Saved entries:
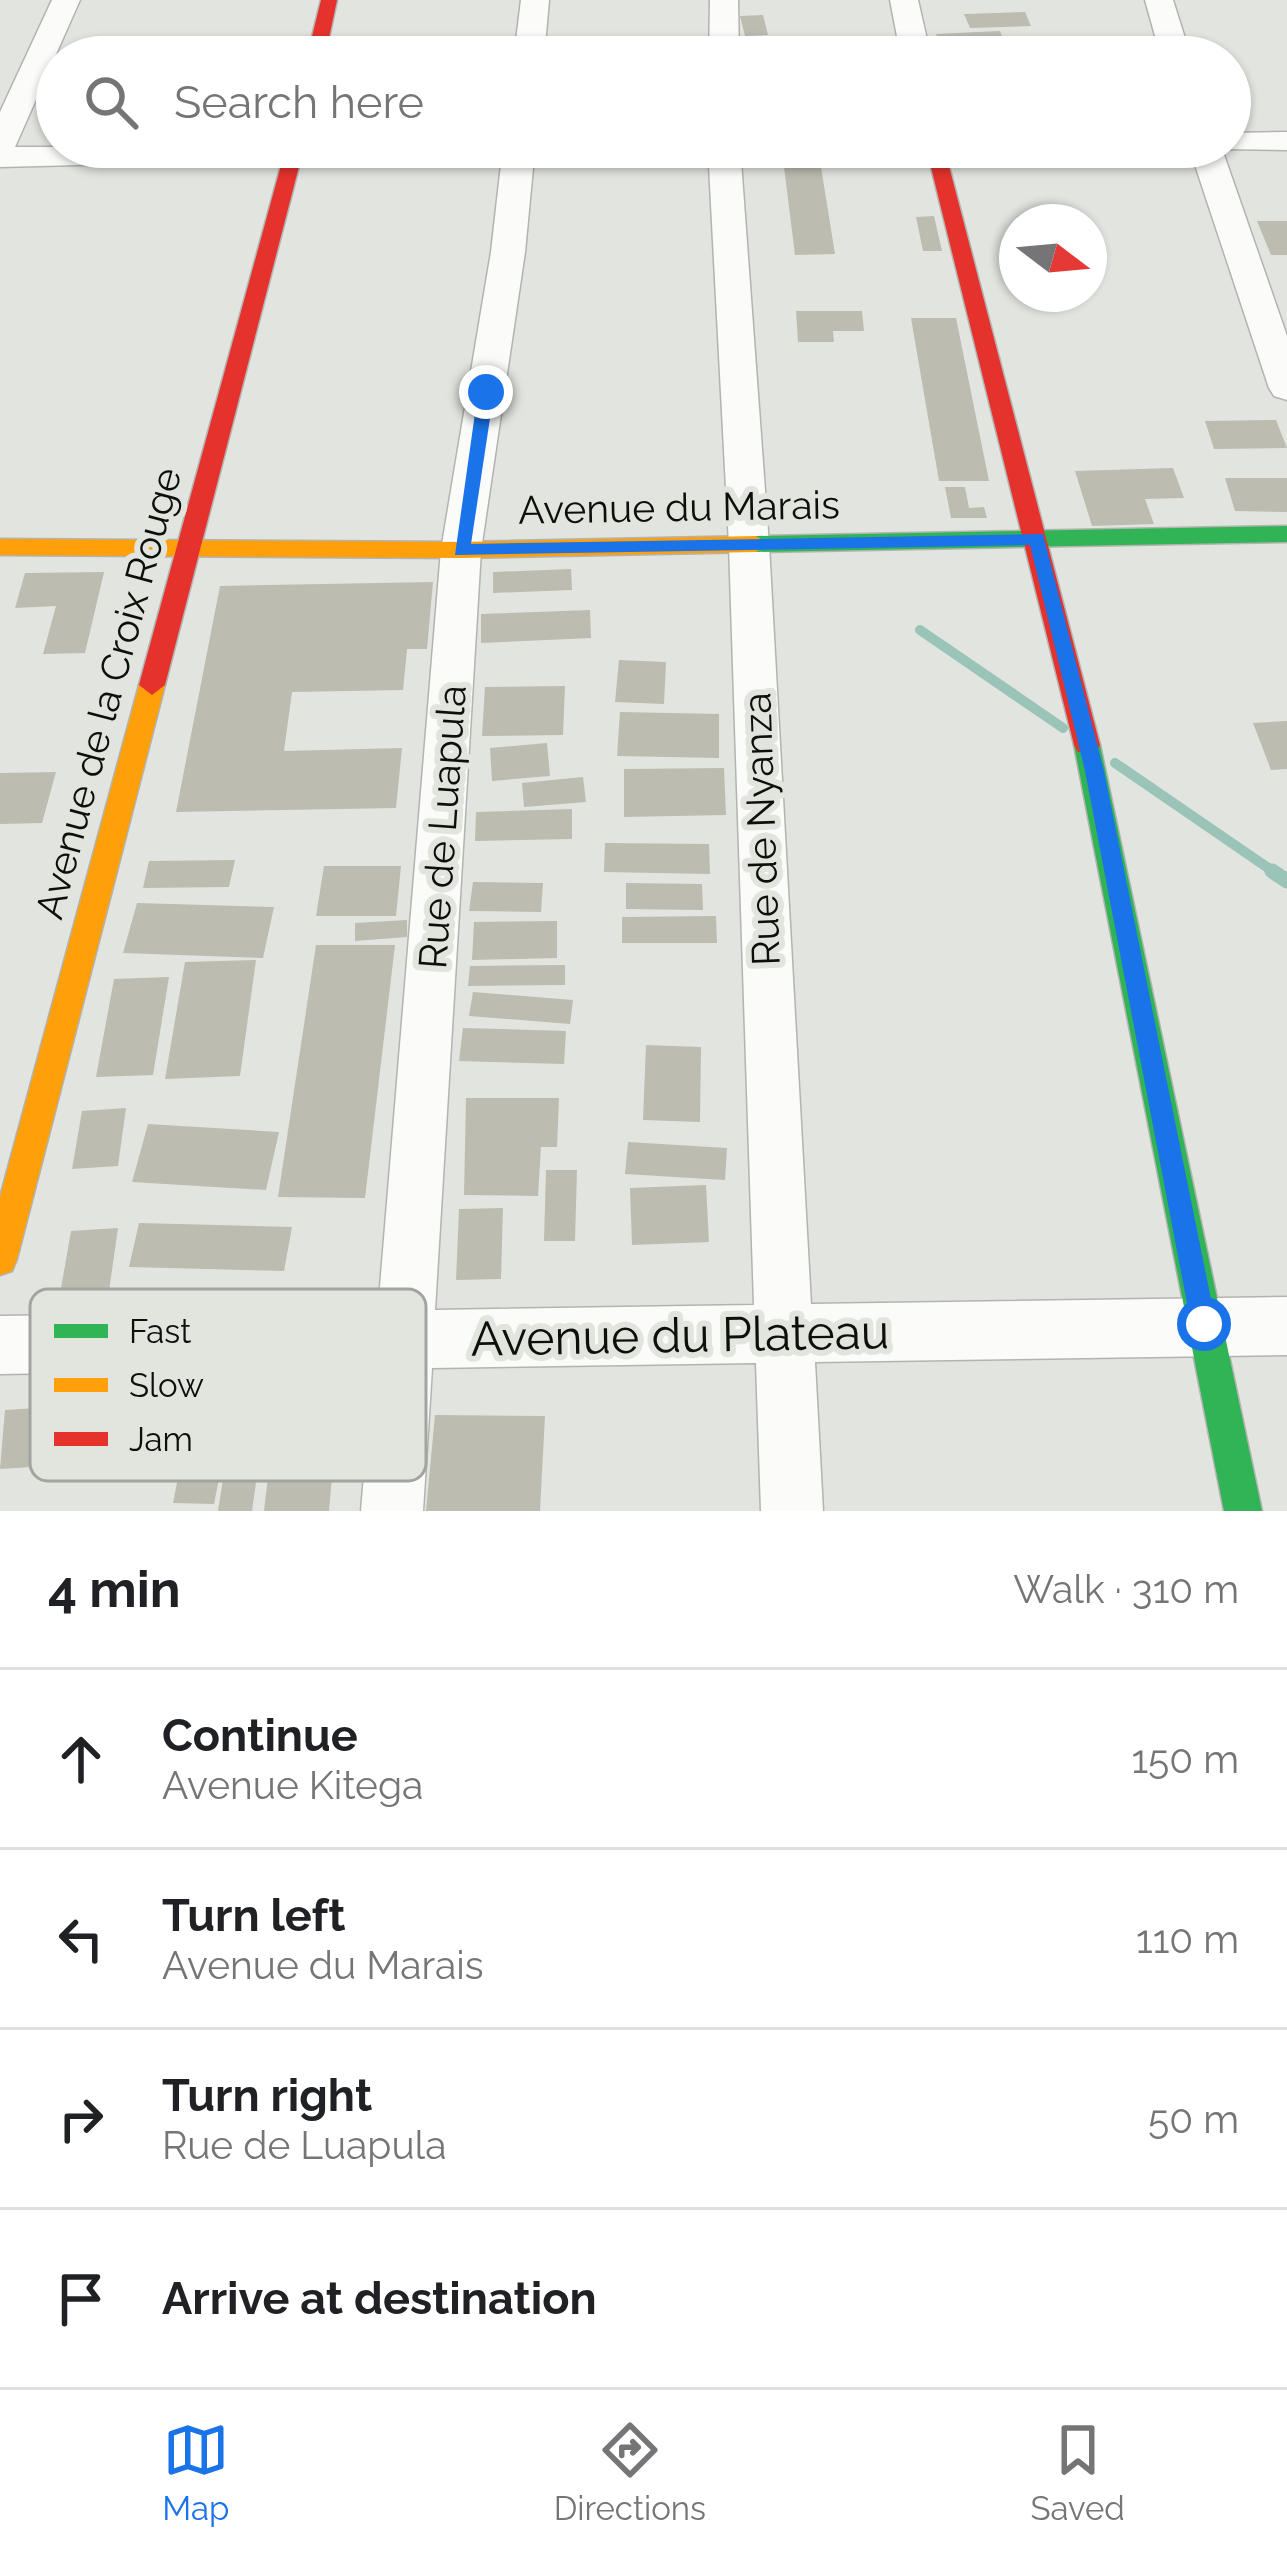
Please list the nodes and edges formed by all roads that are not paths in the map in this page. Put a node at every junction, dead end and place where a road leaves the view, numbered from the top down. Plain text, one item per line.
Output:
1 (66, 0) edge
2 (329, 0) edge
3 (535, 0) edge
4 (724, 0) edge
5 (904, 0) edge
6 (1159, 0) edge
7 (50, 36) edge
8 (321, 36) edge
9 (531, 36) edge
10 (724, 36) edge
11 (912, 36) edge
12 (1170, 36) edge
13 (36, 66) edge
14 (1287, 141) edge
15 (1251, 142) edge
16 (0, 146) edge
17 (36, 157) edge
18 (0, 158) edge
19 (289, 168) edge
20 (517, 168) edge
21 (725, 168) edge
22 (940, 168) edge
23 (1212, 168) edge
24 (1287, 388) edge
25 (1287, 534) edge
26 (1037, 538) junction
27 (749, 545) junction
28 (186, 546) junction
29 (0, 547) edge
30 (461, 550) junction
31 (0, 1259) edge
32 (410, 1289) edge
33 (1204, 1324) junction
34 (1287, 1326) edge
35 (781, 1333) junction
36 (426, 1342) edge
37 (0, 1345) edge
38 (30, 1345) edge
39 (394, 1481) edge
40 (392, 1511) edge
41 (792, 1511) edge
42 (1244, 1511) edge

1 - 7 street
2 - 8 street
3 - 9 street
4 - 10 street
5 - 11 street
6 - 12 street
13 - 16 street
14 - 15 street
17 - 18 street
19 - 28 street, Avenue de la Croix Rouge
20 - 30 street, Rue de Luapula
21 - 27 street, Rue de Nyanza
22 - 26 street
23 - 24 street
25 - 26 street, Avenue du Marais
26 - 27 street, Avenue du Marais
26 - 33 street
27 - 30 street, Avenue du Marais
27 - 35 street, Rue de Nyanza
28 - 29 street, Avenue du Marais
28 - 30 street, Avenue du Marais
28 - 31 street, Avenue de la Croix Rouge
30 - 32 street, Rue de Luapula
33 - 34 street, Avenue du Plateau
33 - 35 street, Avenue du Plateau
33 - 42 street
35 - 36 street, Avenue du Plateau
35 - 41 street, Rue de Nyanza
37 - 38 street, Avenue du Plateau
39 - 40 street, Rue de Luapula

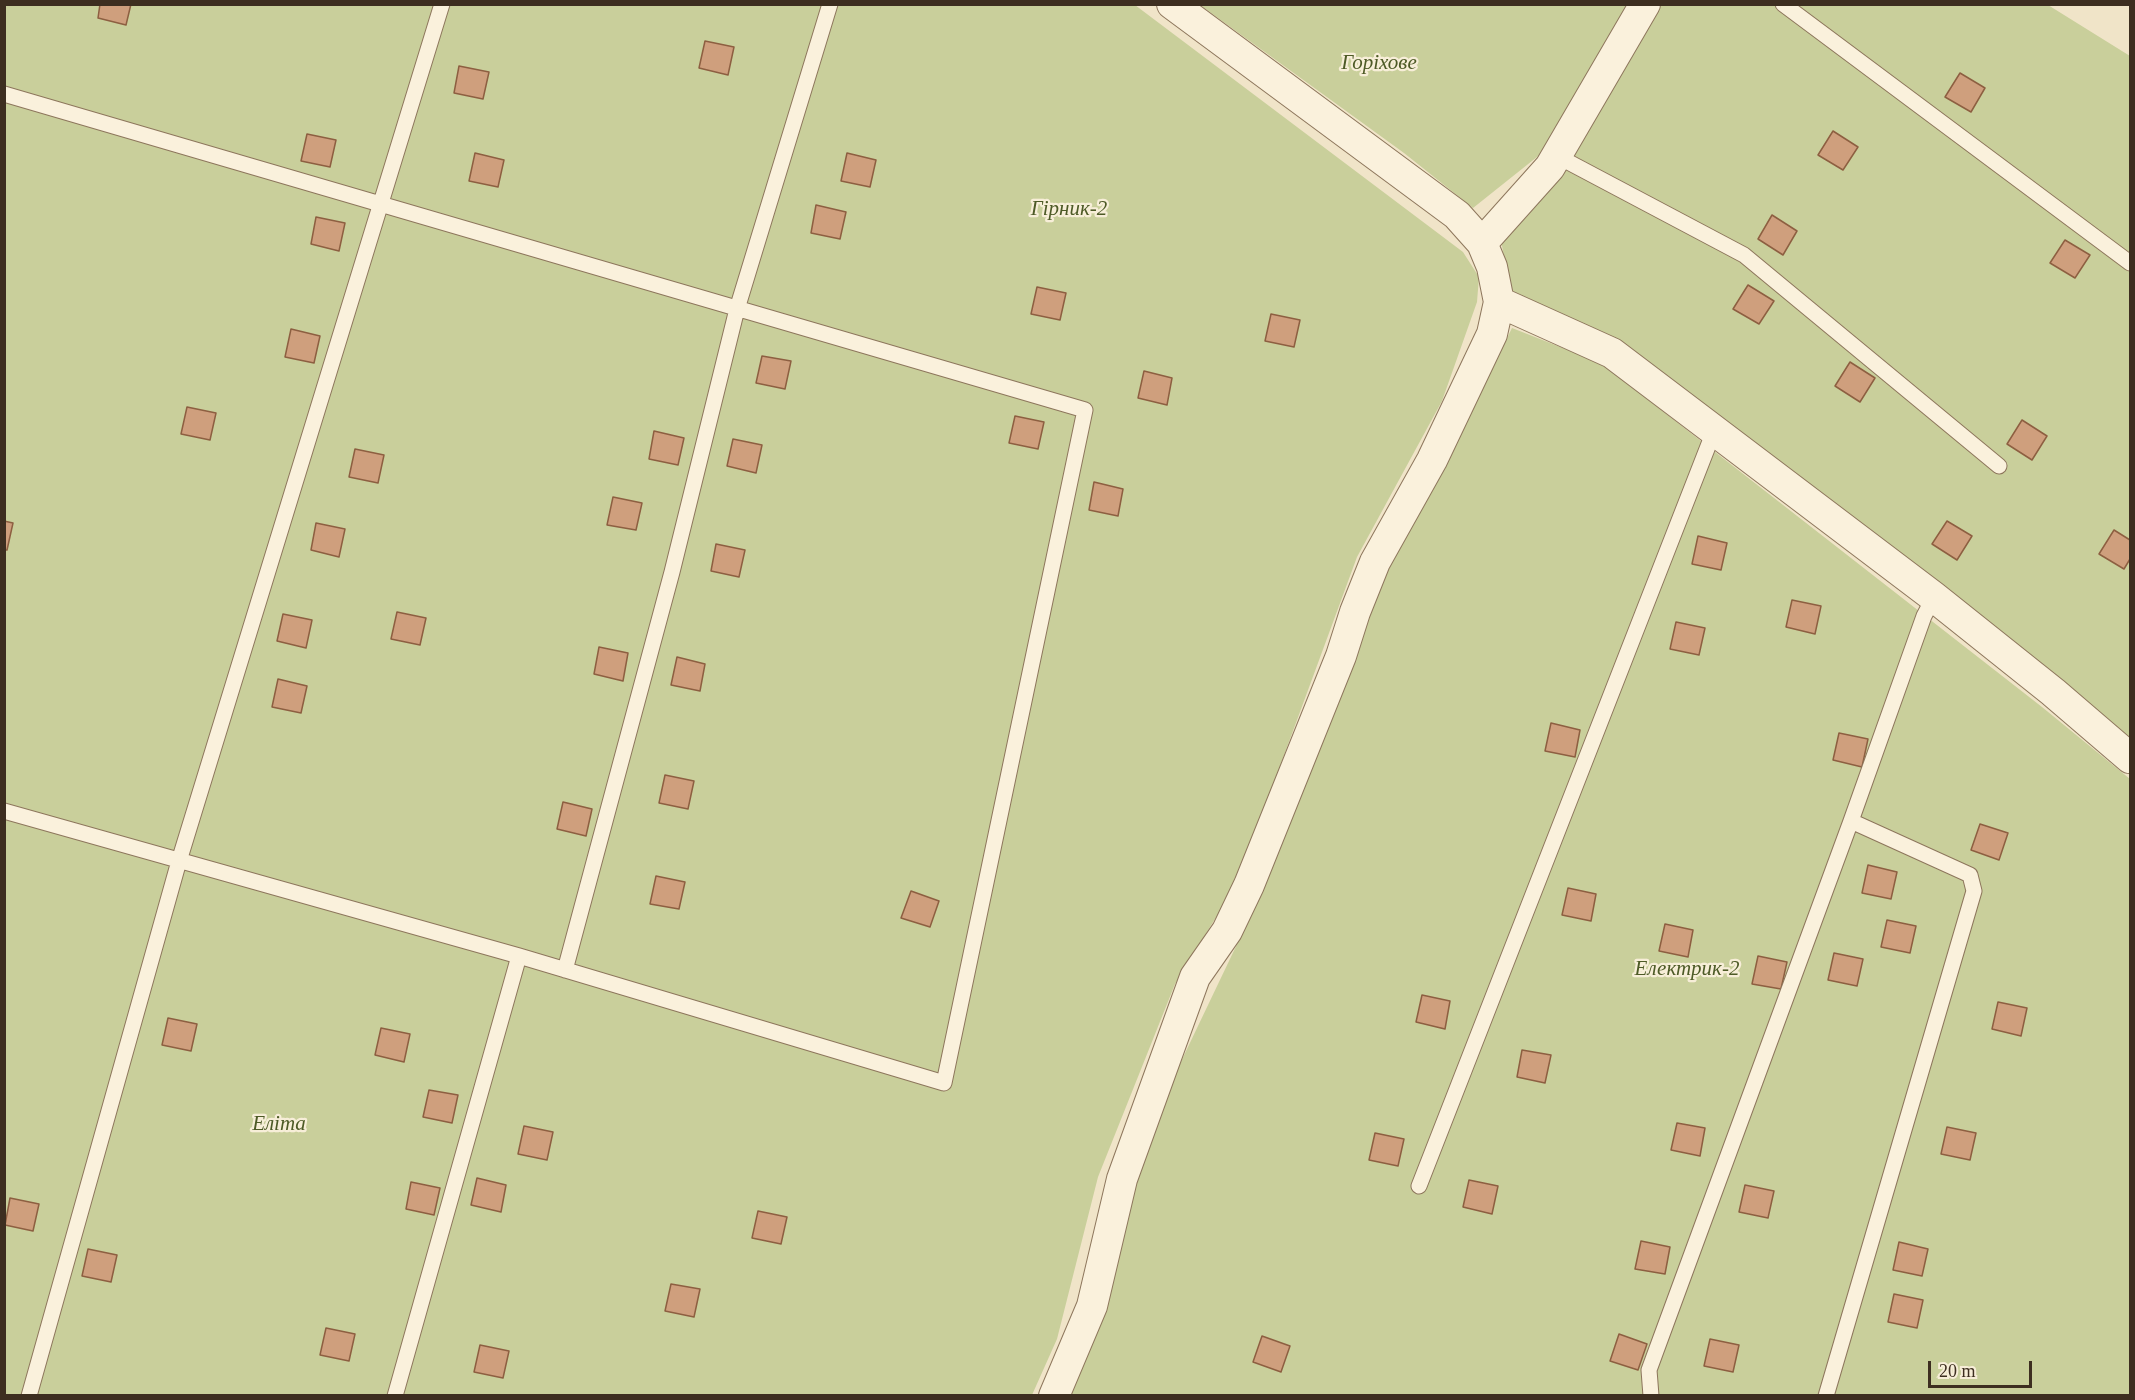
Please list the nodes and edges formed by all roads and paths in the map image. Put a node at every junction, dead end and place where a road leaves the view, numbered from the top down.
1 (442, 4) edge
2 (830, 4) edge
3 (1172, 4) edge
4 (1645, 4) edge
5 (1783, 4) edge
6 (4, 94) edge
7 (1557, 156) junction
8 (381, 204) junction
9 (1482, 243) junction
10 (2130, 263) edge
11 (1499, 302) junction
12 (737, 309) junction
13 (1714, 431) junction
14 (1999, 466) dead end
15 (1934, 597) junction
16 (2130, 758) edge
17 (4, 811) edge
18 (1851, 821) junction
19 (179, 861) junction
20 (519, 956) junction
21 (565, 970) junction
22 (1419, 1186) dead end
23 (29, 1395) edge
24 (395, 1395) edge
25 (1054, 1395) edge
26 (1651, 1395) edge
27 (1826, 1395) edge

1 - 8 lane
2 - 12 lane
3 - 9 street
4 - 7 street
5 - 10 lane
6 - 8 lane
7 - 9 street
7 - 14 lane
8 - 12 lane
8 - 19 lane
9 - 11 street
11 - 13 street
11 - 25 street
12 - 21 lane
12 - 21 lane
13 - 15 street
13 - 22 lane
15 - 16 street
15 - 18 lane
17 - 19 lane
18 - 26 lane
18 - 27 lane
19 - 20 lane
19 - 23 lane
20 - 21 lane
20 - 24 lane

| Requirement |
Lines that contain "node" should be pulled from the entries above and reported.

| Exercise output |
Please list the nodes and edges formed by all roads that are not paths in the map in this page. Put a node at every junction, dead end and place where a road leaves the view, numbered from the top down. Plain text, one item per line.
Please list the nodes and edges formed by all roads and paths in the map image. Put a node at every junction, dead end and place where a road leaves the view, numbered from the top down.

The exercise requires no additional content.